── Records to use
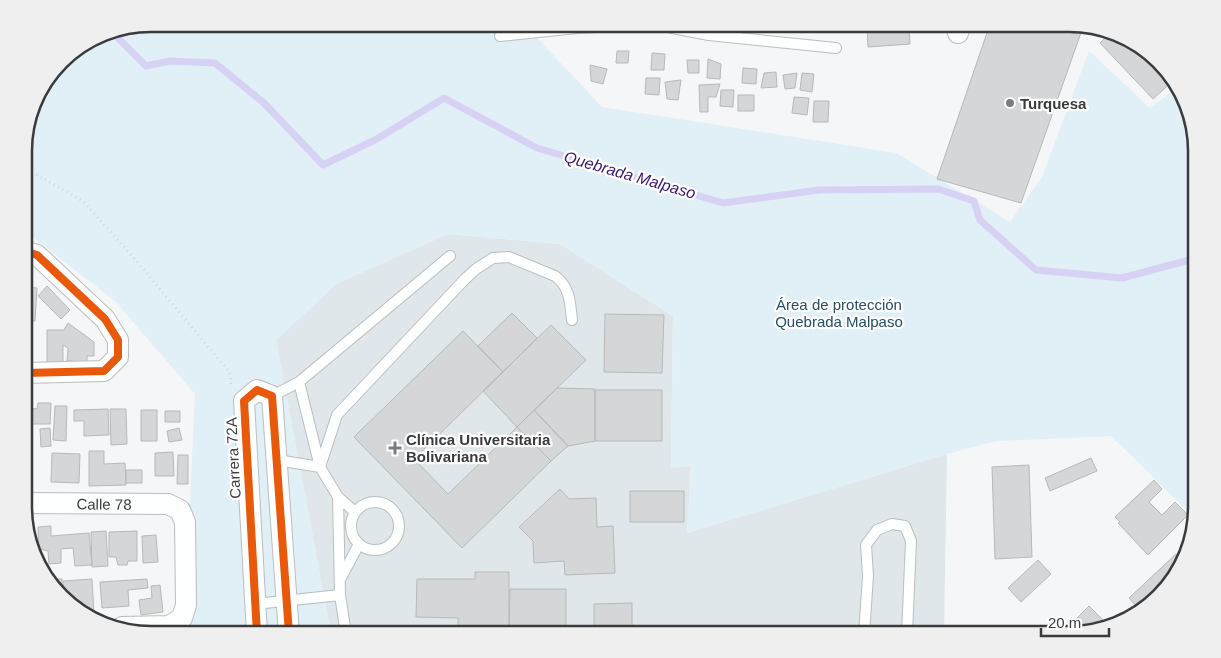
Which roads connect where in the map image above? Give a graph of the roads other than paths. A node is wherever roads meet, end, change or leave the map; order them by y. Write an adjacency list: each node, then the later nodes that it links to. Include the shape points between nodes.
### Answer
1 (538, 32): 5 (lane)
2 (695, 32): 4 (lane)
3 (708, 32): 4 (lane)
4 (709, 35): 6 (lane)
5 (500, 36)
6 (836, 48)
7 (33, 254): 10 (street, via 105,319 118,340 118,357 104,371)
8 (450, 256): 11 (lane)
9 (572, 320): 14 (lane, via 569,293 554,276 509,257 485,262 465,278 337,415)
10 (32, 373)
11 (299, 382): 12 (lane); 14 (lane)
12 (272, 396): 13 (street); 22 (street, Carrera 72A, via 257,390 244,401)
13 (277, 460): 14 (lane); 21 (street)
14 (320, 467): 15 (lane)
15 (338, 497): 17 (lane); 19 (lane)
16 (32, 503): 25 (street, Calle 78, via 168,504 180,510 185,522 186,605 182,618)
17 (355, 512): 18 (lane, via 351,529); 18 (lane, via 362,506 379,502 394,511 398,519 399,528 392,544 375,550)
18 (359, 544): 19 (lane)
19 (340, 579): 20 (lane)
20 (340, 595): 21 (lane); 28 (lane)
21 (286, 600): 22 (lane); 27 (street)
22 (255, 604): 26 (street, Carrera 72A)
23 (865, 625): 24 (lane, via 866,545 876,530 892,524 905,526 911,541)
24 (907, 625)
25 (169, 626)
26 (256, 626)
27 (288, 626)
28 (345, 626)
────
*What is expected*. Copy every record exactly as it appears, apart from any pictures.

*Answer section*.
Which roads connect where in the map image above? Give a graph of the roads other than paths. A node is wherever roads meet, end, change or leave the map; order them by y. Write an adjacency list: each node, then the later nodes that it links to. Include the shape points between nodes.
### Answer
1 (538, 32): 5 (lane)
2 (695, 32): 4 (lane)
3 (708, 32): 4 (lane)
4 (709, 35): 6 (lane)
5 (500, 36)
6 (836, 48)
7 (33, 254): 10 (street, via 105,319 118,340 118,357 104,371)
8 (450, 256): 11 (lane)
9 (572, 320): 14 (lane, via 569,293 554,276 509,257 485,262 465,278 337,415)
10 (32, 373)
11 (299, 382): 12 (lane); 14 (lane)
12 (272, 396): 13 (street); 22 (street, Carrera 72A, via 257,390 244,401)
13 (277, 460): 14 (lane); 21 (street)
14 (320, 467): 15 (lane)
15 (338, 497): 17 (lane); 19 (lane)
16 (32, 503): 25 (street, Calle 78, via 168,504 180,510 185,522 186,605 182,618)
17 (355, 512): 18 (lane, via 351,529); 18 (lane, via 362,506 379,502 394,511 398,519 399,528 392,544 375,550)
18 (359, 544): 19 (lane)
19 (340, 579): 20 (lane)
20 (340, 595): 21 (lane); 28 (lane)
21 (286, 600): 22 (lane); 27 (street)
22 (255, 604): 26 (street, Carrera 72A)
23 (865, 625): 24 (lane, via 866,545 876,530 892,524 905,526 911,541)
24 (907, 625)
25 (169, 626)
26 (256, 626)
27 (288, 626)
28 (345, 626)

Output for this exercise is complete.